◆ To do
Go through the data below and return each line containing the word "Drive".

◆ Source material
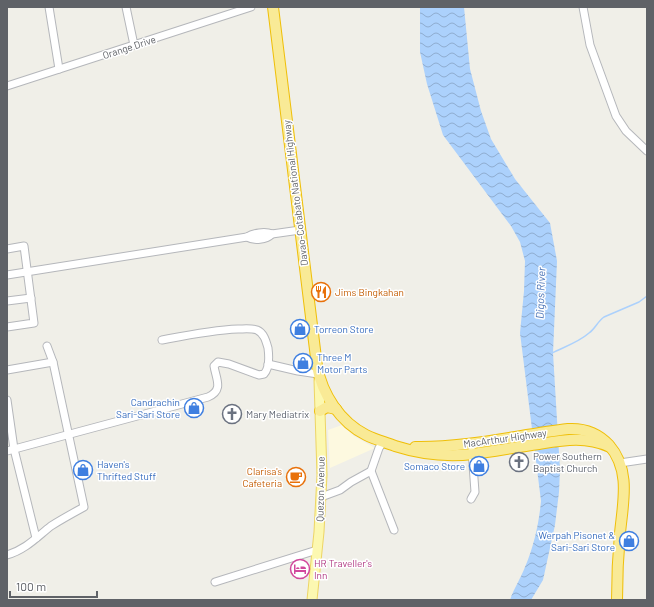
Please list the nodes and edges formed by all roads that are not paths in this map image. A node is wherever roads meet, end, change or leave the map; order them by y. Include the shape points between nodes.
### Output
1 (48, 7) edge
2 (126, 7) edge
3 (251, 7) edge
4 (583, 7) edge
5 (276, 8) edge
6 (134, 45) junction
7 (59, 69) junction
8 (7, 86) edge
9 (647, 151) edge
10 (300, 230) junction
11 (7, 249) edge
12 (27, 272) junction
13 (7, 275) edge
14 (31, 298) junction
15 (7, 301) edge
16 (7, 327) edge
17 (162, 340) dead end
18 (47, 346) dead end
19 (53, 362) junction
20 (268, 364) junction
21 (7, 370) edge
22 (319, 376) junction
23 (7, 400) edge
24 (336, 409) junction
25 (320, 411) junction
26 (67, 435) junction
27 (525, 440) junction
28 (383, 442) junction
29 (471, 443) junction
30 (393, 445) junction
31 (10, 450) edge
32 (472, 454) junction
33 (647, 458) edge
34 (620, 462) junction
35 (370, 471) junction
36 (321, 497) junction
37 (471, 499) dead end
38 (394, 530) dead end
39 (36, 538) junction
40 (317, 550) junction
41 (7, 555) edge
42 (215, 582) dead end
43 (312, 600) edge
44 (617, 600) edge

1 - 7 street
2 - 6 street
3 - 6 street, Orange Drive
4 - 9 street via 590,45 616,116 626,131
5 - 10 highway, Davao-Cotabato National Highway
6 - 7 street, Orange Drive
7 - 8 street, Orange Drive
10 - 12 street via 272,234 268,238 252,240 247,237
10 - 22 highway, Davao-Cotabato National Highway
11 - 12 street via 24,246
12 - 13 street
12 - 14 street
14 - 15 street
14 - 16 street via 34,323
17 - 20 street via 212,331 257,330 266,340
18 - 19 street
19 - 21 street
19 - 26 street
20 - 22 street
20 - 26 street via 266,373 262,375 218,362 214,366 218,389 212,396
22 - 24 highway, MacArthur Highway
22 - 25 main road, Quezon Avenue
23 - 31 street
24 - 25 highway via 327,407
24 - 28 highway, MacArthur Highway via 357,429
25 - 36 main road, Quezon Avenue
26 - 31 street
26 - 39 street via 84,507
27 - 29 highway, MacArthur Highway
27 - 32 highway, MacArthur Highway
27 - 34 highway, MacArthur Highway via 560,435 576,429 591,431 599,435 614,450
28 - 30 highway, MacArthur Highway
28 - 35 street
29 - 30 highway, MacArthur Highway via 430,447
29 - 32 street
30 - 32 highway, MacArthur Highway via 430,454
31 - 39 street
32 - 37 street via 475,492
33 - 34 street
34 - 44 highway, MacArthur Highway via 624,489
35 - 36 street via 340,490
35 - 38 street
36 - 40 main road, Quezon Avenue
39 - 41 street via 17,552
40 - 42 street
40 - 43 main road, Quezon Avenue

◆ Output
3 - 6 street, Orange Drive
6 - 7 street, Orange Drive
7 - 8 street, Orange Drive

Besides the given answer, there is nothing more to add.